Os senadores aliados da presidente afastada Dilma Rousseff vão protocolar representações no Ministério Público Federal (MPF) e no Conselho Nacional do Ministério Público (CNMP) contra testemunhas da acusação no processo de impeachment.

A base do pedido é o entendimento de que a testemunha Antônio Carlos D'Ávila, auditor do Tribunal de Contas da União (TCU), teria ajudado a redigir o parecer que aponta irregularidade nas contas da presidente afastada e, posteriormente, teria auditado o mesmo documento. A defesa de Dilma alerta para um possível conflito de interesse.

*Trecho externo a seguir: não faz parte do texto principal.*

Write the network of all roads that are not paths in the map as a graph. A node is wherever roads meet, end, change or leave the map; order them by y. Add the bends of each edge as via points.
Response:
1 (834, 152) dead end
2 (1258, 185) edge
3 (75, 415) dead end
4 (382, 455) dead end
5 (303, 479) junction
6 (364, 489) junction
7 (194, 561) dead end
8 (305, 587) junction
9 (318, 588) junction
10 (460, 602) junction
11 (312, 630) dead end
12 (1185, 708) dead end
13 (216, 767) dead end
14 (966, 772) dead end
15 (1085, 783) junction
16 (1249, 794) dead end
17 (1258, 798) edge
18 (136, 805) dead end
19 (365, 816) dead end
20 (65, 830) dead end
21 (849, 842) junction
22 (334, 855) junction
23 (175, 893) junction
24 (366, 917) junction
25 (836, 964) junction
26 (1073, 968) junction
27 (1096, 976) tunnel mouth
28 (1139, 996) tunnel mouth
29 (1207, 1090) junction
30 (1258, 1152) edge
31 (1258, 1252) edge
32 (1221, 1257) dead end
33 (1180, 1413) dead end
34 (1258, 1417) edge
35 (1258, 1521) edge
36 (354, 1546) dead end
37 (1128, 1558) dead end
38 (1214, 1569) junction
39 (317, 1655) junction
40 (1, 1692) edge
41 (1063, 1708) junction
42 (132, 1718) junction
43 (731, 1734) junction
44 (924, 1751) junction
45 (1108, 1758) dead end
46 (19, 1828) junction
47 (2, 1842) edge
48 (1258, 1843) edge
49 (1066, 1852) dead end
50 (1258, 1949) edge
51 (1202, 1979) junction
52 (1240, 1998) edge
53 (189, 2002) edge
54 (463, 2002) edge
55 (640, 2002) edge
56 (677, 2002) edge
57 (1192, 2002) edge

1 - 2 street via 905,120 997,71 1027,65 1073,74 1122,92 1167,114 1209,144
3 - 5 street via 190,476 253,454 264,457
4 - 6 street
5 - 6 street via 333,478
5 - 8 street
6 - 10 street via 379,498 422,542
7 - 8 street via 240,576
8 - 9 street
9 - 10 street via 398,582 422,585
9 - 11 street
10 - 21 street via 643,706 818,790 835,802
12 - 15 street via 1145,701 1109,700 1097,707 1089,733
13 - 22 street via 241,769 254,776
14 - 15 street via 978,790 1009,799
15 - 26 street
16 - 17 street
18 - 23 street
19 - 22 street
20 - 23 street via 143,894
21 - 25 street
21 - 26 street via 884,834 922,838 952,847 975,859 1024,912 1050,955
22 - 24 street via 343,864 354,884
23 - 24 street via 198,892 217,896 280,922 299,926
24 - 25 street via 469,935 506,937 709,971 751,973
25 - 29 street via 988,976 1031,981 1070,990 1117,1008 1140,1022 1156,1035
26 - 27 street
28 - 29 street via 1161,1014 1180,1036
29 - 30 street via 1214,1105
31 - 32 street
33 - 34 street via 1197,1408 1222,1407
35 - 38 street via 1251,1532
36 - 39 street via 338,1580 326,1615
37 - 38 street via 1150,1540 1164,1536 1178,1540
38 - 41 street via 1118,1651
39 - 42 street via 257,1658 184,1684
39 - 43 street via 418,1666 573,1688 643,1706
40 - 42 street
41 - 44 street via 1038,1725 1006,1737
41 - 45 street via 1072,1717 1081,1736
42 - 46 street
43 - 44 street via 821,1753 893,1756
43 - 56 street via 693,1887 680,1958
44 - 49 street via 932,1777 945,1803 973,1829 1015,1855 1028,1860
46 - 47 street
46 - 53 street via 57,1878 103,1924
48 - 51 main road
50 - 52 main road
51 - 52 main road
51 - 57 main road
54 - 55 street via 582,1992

O auditor confessou durante seu depoimento que ajudou no parecer, inclusive "redigindo trechos da representação", que foi elaborada pelo procurador junto ao TCU, Júlio Marcelo de Oliveira. O procurador era a outra testemunha da acusação, mas depôs como informante após ter sido considerado suspeito por se posicionar a favor do processo do impeachment em redes sociais.

Segundo o senador Randolfe Rodrigues (Rede-AP), o procedimento dos dois servidores é incorreto e não condiz com o comportamento de testemunhas. Ele pede na representação que o MPF investigue o ocorrido. Para Randolfe, a questão pode subsidiar um recurso ao mérito do processo de impeachment no STF, além de resultar em perda do cargo dos servidores.